### Material shown
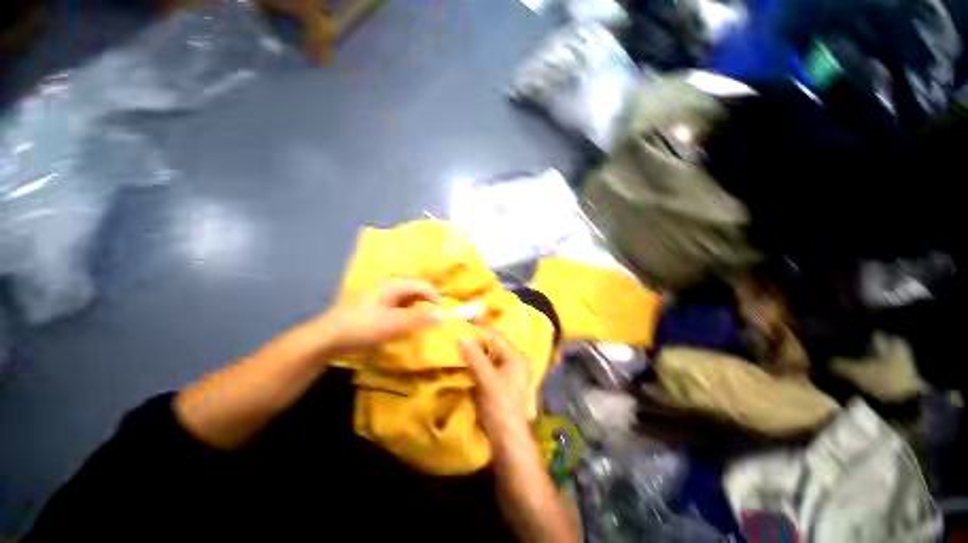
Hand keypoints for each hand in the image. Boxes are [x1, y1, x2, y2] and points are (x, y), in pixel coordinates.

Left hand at [321, 279, 441, 354]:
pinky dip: (406, 316)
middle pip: (416, 291)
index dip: (435, 298)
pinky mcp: (375, 308)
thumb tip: (443, 316)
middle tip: (434, 320)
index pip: (423, 285)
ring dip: (417, 310)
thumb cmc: (362, 327)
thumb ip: (419, 319)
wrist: (326, 339)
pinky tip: (404, 327)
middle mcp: (389, 287)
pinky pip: (398, 308)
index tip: (442, 315)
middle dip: (427, 304)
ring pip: (407, 300)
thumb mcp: (393, 324)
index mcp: (394, 285)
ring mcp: (381, 297)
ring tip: (422, 325)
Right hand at [458, 329, 533, 442]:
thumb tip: (460, 336)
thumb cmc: (499, 407)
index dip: (478, 330)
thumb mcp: (485, 379)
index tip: (460, 327)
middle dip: (476, 341)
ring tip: (460, 347)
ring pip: (491, 355)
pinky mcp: (504, 382)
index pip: (496, 336)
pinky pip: (490, 365)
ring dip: (476, 352)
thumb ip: (474, 356)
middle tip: (458, 337)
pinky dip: (479, 362)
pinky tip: (468, 363)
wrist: (507, 440)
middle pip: (494, 344)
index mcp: (516, 357)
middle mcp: (517, 361)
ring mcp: (511, 372)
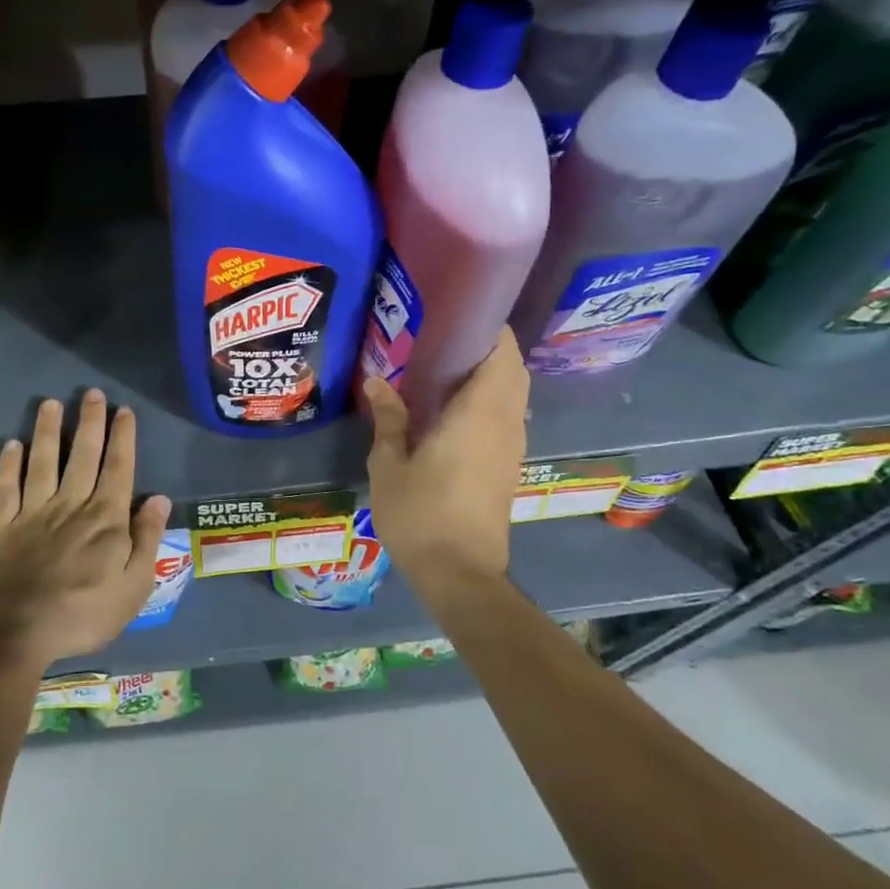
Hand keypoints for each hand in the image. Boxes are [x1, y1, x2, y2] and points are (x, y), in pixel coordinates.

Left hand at [0, 390, 171, 673]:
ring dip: (48, 431)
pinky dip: (8, 465)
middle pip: (83, 456)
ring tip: (51, 404)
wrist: (14, 633)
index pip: (119, 468)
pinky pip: (6, 488)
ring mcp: (33, 513)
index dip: (122, 437)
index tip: (124, 410)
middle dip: (89, 422)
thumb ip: (147, 540)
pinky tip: (11, 445)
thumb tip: (159, 499)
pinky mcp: (3, 527)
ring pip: (43, 462)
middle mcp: (71, 505)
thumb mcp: (133, 587)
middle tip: (91, 393)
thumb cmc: (83, 614)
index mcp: (106, 518)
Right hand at [361, 328, 529, 587]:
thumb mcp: (389, 465)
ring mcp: (511, 446)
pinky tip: (452, 410)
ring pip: (512, 394)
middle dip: (487, 348)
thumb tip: (377, 382)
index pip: (501, 354)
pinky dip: (489, 400)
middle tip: (444, 340)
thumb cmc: (421, 515)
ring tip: (444, 370)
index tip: (459, 313)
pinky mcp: (508, 466)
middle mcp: (505, 423)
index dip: (489, 328)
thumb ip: (389, 419)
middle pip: (512, 370)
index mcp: (478, 414)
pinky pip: (506, 416)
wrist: (461, 574)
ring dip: (489, 375)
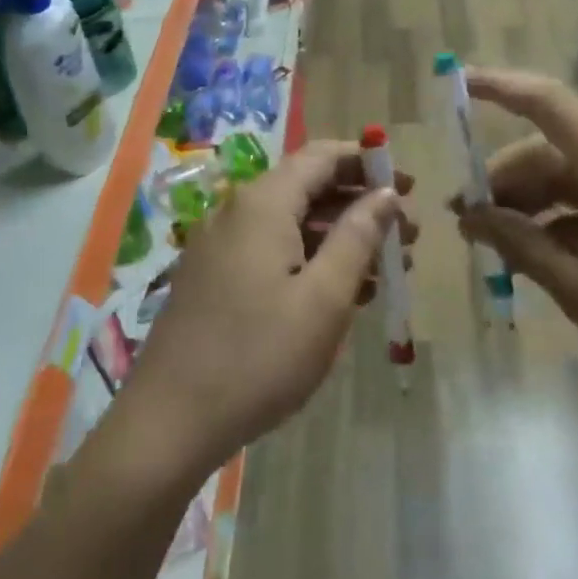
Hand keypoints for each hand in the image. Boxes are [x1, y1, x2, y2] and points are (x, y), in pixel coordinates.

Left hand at [120, 142, 410, 483]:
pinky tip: (342, 293)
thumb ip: (358, 237)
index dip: (367, 163)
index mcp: (263, 204)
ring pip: (291, 223)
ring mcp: (220, 245)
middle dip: (360, 205)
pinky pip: (271, 250)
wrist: (169, 421)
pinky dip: (310, 259)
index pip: (321, 157)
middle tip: (407, 236)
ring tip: (386, 269)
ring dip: (339, 237)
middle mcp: (237, 211)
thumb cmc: (258, 357)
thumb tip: (385, 194)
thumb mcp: (323, 299)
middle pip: (307, 188)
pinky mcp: (213, 277)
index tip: (408, 186)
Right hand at [455, 68, 577, 422]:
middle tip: (467, 218)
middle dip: (507, 178)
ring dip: (532, 201)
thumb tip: (471, 217)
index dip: (502, 87)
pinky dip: (564, 217)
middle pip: (556, 150)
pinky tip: (539, 252)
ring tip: (496, 241)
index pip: (552, 106)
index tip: (459, 83)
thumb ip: (521, 245)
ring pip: (574, 175)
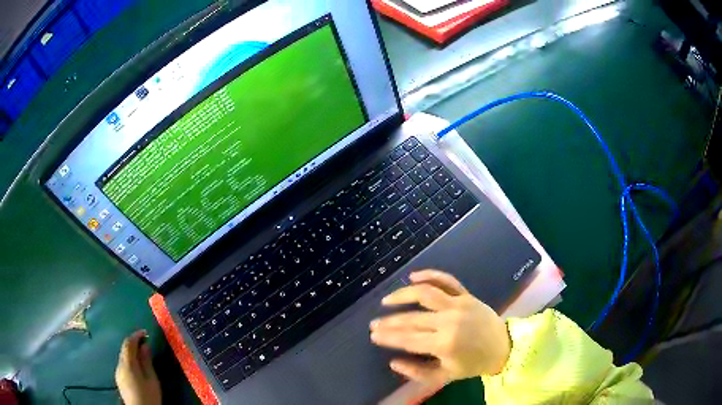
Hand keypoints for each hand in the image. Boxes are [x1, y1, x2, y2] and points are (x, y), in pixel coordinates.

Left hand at [115, 330, 161, 404]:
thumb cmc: (149, 396)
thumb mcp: (152, 380)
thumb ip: (147, 362)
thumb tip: (145, 345)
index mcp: (127, 364)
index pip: (128, 343)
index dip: (136, 336)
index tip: (145, 333)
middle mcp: (119, 365)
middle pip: (124, 349)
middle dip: (133, 344)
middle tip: (145, 343)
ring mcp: (118, 373)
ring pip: (123, 357)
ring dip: (132, 353)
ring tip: (142, 355)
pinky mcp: (119, 379)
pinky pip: (123, 365)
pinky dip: (130, 361)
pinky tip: (137, 367)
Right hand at [370, 270, 510, 383]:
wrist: (502, 347)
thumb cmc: (473, 364)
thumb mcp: (444, 376)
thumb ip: (417, 372)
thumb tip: (393, 362)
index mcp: (444, 344)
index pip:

### Directions for this task
Wherever the string "Right" is found in the entries, copy the line it sits in.

### Output for this task
Right hand at [458, 329, 533, 442]:
Right hand at [361, 328, 529, 587]:
Right hand at [455, 68, 577, 422]:
Right hand at [370, 270, 510, 383]:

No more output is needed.